__WHAT IS EXPECTED__. Each record must be output exactly and in full.

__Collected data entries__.

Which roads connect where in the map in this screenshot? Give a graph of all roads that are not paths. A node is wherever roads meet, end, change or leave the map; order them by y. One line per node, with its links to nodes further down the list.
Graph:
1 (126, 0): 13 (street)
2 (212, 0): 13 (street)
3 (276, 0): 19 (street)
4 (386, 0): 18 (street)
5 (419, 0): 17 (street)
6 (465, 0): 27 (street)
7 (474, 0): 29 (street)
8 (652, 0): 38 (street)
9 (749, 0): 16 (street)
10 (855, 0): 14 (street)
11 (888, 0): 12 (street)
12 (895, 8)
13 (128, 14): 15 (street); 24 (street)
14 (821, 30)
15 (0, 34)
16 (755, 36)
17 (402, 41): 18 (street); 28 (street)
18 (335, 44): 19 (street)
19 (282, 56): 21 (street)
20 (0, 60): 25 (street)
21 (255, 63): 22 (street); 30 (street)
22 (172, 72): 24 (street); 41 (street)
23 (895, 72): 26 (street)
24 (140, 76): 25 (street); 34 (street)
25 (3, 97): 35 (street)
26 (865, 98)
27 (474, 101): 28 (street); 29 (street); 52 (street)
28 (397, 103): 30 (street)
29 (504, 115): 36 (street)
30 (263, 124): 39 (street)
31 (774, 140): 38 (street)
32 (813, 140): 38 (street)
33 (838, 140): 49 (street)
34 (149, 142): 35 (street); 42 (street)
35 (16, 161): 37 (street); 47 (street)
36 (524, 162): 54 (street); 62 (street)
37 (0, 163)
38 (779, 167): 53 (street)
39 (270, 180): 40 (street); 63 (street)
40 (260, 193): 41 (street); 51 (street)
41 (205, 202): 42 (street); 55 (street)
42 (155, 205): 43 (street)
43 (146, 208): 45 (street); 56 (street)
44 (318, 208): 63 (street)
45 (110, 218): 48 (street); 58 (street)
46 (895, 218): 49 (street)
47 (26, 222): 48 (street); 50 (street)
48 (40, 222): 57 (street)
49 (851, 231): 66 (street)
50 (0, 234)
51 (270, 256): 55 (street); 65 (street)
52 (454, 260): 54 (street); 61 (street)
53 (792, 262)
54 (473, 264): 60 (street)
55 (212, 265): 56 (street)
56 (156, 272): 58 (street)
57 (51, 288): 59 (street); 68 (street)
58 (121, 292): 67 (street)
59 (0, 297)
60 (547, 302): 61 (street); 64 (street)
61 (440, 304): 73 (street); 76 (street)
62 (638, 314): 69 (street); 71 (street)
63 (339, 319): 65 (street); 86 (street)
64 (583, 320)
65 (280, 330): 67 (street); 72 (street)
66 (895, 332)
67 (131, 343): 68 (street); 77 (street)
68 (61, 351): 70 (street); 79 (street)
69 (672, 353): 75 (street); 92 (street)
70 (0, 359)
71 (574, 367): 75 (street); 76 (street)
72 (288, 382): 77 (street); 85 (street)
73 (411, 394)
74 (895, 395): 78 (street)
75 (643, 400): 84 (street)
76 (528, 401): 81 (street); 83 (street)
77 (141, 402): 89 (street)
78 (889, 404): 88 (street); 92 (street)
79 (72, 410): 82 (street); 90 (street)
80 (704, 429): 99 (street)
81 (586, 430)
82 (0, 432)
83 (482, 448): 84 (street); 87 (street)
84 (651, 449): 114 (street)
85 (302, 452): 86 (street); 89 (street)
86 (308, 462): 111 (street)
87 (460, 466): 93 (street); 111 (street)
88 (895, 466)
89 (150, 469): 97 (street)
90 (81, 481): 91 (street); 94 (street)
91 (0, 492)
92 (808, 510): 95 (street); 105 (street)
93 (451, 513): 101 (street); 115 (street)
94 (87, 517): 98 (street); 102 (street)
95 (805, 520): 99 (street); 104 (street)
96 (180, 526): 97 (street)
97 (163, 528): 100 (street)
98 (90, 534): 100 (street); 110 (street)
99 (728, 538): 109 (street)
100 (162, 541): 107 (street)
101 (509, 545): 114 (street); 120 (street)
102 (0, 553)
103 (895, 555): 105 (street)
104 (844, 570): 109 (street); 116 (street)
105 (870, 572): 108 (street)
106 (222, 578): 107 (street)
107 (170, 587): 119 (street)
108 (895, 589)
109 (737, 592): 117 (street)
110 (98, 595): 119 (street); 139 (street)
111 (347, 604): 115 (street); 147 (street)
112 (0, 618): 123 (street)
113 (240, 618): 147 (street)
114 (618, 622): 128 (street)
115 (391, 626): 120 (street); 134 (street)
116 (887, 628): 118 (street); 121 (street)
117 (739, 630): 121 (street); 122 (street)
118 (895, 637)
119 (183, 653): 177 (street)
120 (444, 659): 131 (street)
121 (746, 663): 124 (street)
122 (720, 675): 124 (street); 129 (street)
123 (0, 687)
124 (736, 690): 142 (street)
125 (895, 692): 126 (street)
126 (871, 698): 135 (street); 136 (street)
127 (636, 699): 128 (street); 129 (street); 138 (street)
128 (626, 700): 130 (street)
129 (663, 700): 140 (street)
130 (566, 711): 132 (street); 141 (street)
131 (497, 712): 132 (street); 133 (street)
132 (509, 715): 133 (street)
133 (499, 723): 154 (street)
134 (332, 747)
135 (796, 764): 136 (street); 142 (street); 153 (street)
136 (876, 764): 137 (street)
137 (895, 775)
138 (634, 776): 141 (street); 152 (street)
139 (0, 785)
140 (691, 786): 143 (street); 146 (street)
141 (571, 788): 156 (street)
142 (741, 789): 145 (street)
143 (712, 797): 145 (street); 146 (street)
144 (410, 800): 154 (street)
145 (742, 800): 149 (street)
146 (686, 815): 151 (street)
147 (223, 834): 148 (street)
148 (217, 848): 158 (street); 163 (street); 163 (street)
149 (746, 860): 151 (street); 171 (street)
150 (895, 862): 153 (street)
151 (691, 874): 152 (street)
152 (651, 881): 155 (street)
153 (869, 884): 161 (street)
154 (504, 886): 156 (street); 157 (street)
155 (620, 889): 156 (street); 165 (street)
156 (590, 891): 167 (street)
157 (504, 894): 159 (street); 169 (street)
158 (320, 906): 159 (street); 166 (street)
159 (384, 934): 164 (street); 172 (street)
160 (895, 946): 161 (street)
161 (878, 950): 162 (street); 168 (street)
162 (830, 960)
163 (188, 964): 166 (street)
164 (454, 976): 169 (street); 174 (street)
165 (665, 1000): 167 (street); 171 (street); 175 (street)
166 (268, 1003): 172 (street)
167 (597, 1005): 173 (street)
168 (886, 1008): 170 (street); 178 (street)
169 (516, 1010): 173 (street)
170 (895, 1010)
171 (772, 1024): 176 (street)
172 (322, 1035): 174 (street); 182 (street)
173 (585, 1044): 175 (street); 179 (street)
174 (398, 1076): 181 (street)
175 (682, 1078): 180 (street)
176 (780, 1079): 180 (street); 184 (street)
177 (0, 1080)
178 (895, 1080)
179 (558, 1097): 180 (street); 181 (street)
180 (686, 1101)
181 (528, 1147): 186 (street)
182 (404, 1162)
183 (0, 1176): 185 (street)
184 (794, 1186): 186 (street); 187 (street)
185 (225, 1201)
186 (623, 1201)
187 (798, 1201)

__OUTPUT__.
Which roads connect where in the map in this screenshot? Give a graph of all roads that are not paths. A node is wherever roads meet, end, change or leave the map; order them by y. One line per node, with its links to nodes further down the list.
Graph:
1 (126, 0): 13 (street)
2 (212, 0): 13 (street)
3 (276, 0): 19 (street)
4 (386, 0): 18 (street)
5 (419, 0): 17 (street)
6 (465, 0): 27 (street)
7 (474, 0): 29 (street)
8 (652, 0): 38 (street)
9 (749, 0): 16 (street)
10 (855, 0): 14 (street)
11 (888, 0): 12 (street)
12 (895, 8)
13 (128, 14): 15 (street); 24 (street)
14 (821, 30)
15 (0, 34)
16 (755, 36)
17 (402, 41): 18 (street); 28 (street)
18 (335, 44): 19 (street)
19 (282, 56): 21 (street)
20 (0, 60): 25 (street)
21 (255, 63): 22 (street); 30 (street)
22 (172, 72): 24 (street); 41 (street)
23 (895, 72): 26 (street)
24 (140, 76): 25 (street); 34 (street)
25 (3, 97): 35 (street)
26 (865, 98)
27 (474, 101): 28 (street); 29 (street); 52 (street)
28 (397, 103): 30 (street)
29 (504, 115): 36 (street)
30 (263, 124): 39 (street)
31 (774, 140): 38 (street)
32 (813, 140): 38 (street)
33 (838, 140): 49 (street)
34 (149, 142): 35 (street); 42 (street)
35 (16, 161): 37 (street); 47 (street)
36 (524, 162): 54 (street); 62 (street)
37 (0, 163)
38 (779, 167): 53 (street)
39 (270, 180): 40 (street); 63 (street)
40 (260, 193): 41 (street); 51 (street)
41 (205, 202): 42 (street); 55 (street)
42 (155, 205): 43 (street)
43 (146, 208): 45 (street); 56 (street)
44 (318, 208): 63 (street)
45 (110, 218): 48 (street); 58 (street)
46 (895, 218): 49 (street)
47 (26, 222): 48 (street); 50 (street)
48 (40, 222): 57 (street)
49 (851, 231): 66 (street)
50 (0, 234)
51 (270, 256): 55 (street); 65 (street)
52 (454, 260): 54 (street); 61 (street)
53 (792, 262)
54 (473, 264): 60 (street)
55 (212, 265): 56 (street)
56 (156, 272): 58 (street)
57 (51, 288): 59 (street); 68 (street)
58 (121, 292): 67 (street)
59 (0, 297)
60 (547, 302): 61 (street); 64 (street)
61 (440, 304): 73 (street); 76 (street)
62 (638, 314): 69 (street); 71 (street)
63 (339, 319): 65 (street); 86 (street)
64 (583, 320)
65 (280, 330): 67 (street); 72 (street)
66 (895, 332)
67 (131, 343): 68 (street); 77 (street)
68 (61, 351): 70 (street); 79 (street)
69 (672, 353): 75 (street); 92 (street)
70 (0, 359)
71 (574, 367): 75 (street); 76 (street)
72 (288, 382): 77 (street); 85 (street)
73 (411, 394)
74 (895, 395): 78 (street)
75 (643, 400): 84 (street)
76 (528, 401): 81 (street); 83 (street)
77 (141, 402): 89 (street)
78 (889, 404): 88 (street); 92 (street)
79 (72, 410): 82 (street); 90 (street)
80 (704, 429): 99 (street)
81 (586, 430)
82 (0, 432)
83 (482, 448): 84 (street); 87 (street)
84 (651, 449): 114 (street)
85 (302, 452): 86 (street); 89 (street)
86 (308, 462): 111 (street)
87 (460, 466): 93 (street); 111 (street)
88 (895, 466)
89 (150, 469): 97 (street)
90 (81, 481): 91 (street); 94 (street)
91 (0, 492)
92 (808, 510): 95 (street); 105 (street)
93 (451, 513): 101 (street); 115 (street)
94 (87, 517): 98 (street); 102 (street)
95 (805, 520): 99 (street); 104 (street)
96 (180, 526): 97 (street)
97 (163, 528): 100 (street)
98 (90, 534): 100 (street); 110 (street)
99 (728, 538): 109 (street)
100 (162, 541): 107 (street)
101 (509, 545): 114 (street); 120 (street)
102 (0, 553)
103 (895, 555): 105 (street)
104 (844, 570): 109 (street); 116 (street)
105 (870, 572): 108 (street)
106 (222, 578): 107 (street)
107 (170, 587): 119 (street)
108 (895, 589)
109 (737, 592): 117 (street)
110 (98, 595): 119 (street); 139 (street)
111 (347, 604): 115 (street); 147 (street)
112 (0, 618): 123 (street)
113 (240, 618): 147 (street)
114 (618, 622): 128 (street)
115 (391, 626): 120 (street); 134 (street)
116 (887, 628): 118 (street); 121 (street)
117 (739, 630): 121 (street); 122 (street)
118 (895, 637)
119 (183, 653): 177 (street)
120 (444, 659): 131 (street)
121 (746, 663): 124 (street)
122 (720, 675): 124 (street); 129 (street)
123 (0, 687)
124 (736, 690): 142 (street)
125 (895, 692): 126 (street)
126 (871, 698): 135 (street); 136 (street)
127 (636, 699): 128 (street); 129 (street); 138 (street)
128 (626, 700): 130 (street)
129 (663, 700): 140 (street)
130 (566, 711): 132 (street); 141 (street)
131 (497, 712): 132 (street); 133 (street)
132 (509, 715): 133 (street)
133 (499, 723): 154 (street)
134 (332, 747)
135 (796, 764): 136 (street); 142 (street); 153 (street)
136 (876, 764): 137 (street)
137 (895, 775)
138 (634, 776): 141 (street); 152 (street)
139 (0, 785)
140 (691, 786): 143 (street); 146 (street)
141 (571, 788): 156 (street)
142 (741, 789): 145 (street)
143 (712, 797): 145 (street); 146 (street)
144 (410, 800): 154 (street)
145 (742, 800): 149 (street)
146 (686, 815): 151 (street)
147 (223, 834): 148 (street)
148 (217, 848): 158 (street); 163 (street); 163 (street)
149 (746, 860): 151 (street); 171 (street)
150 (895, 862): 153 (street)
151 (691, 874): 152 (street)
152 (651, 881): 155 (street)
153 (869, 884): 161 (street)
154 (504, 886): 156 (street); 157 (street)
155 (620, 889): 156 (street); 165 (street)
156 (590, 891): 167 (street)
157 (504, 894): 159 (street); 169 (street)
158 (320, 906): 159 (street); 166 (street)
159 (384, 934): 164 (street); 172 (street)
160 (895, 946): 161 (street)
161 (878, 950): 162 (street); 168 (street)
162 (830, 960)
163 (188, 964): 166 (street)
164 (454, 976): 169 (street); 174 (street)
165 (665, 1000): 167 (street); 171 (street); 175 (street)
166 (268, 1003): 172 (street)
167 (597, 1005): 173 (street)
168 (886, 1008): 170 (street); 178 (street)
169 (516, 1010): 173 (street)
170 (895, 1010)
171 (772, 1024): 176 (street)
172 (322, 1035): 174 (street); 182 (street)
173 (585, 1044): 175 (street); 179 (street)
174 (398, 1076): 181 (street)
175 (682, 1078): 180 (street)
176 (780, 1079): 180 (street); 184 (street)
177 (0, 1080)
178 (895, 1080)
179 (558, 1097): 180 (street); 181 (street)
180 (686, 1101)
181 (528, 1147): 186 (street)
182 (404, 1162)
183 (0, 1176): 185 (street)
184 (794, 1186): 186 (street); 187 (street)
185 (225, 1201)
186 (623, 1201)
187 (798, 1201)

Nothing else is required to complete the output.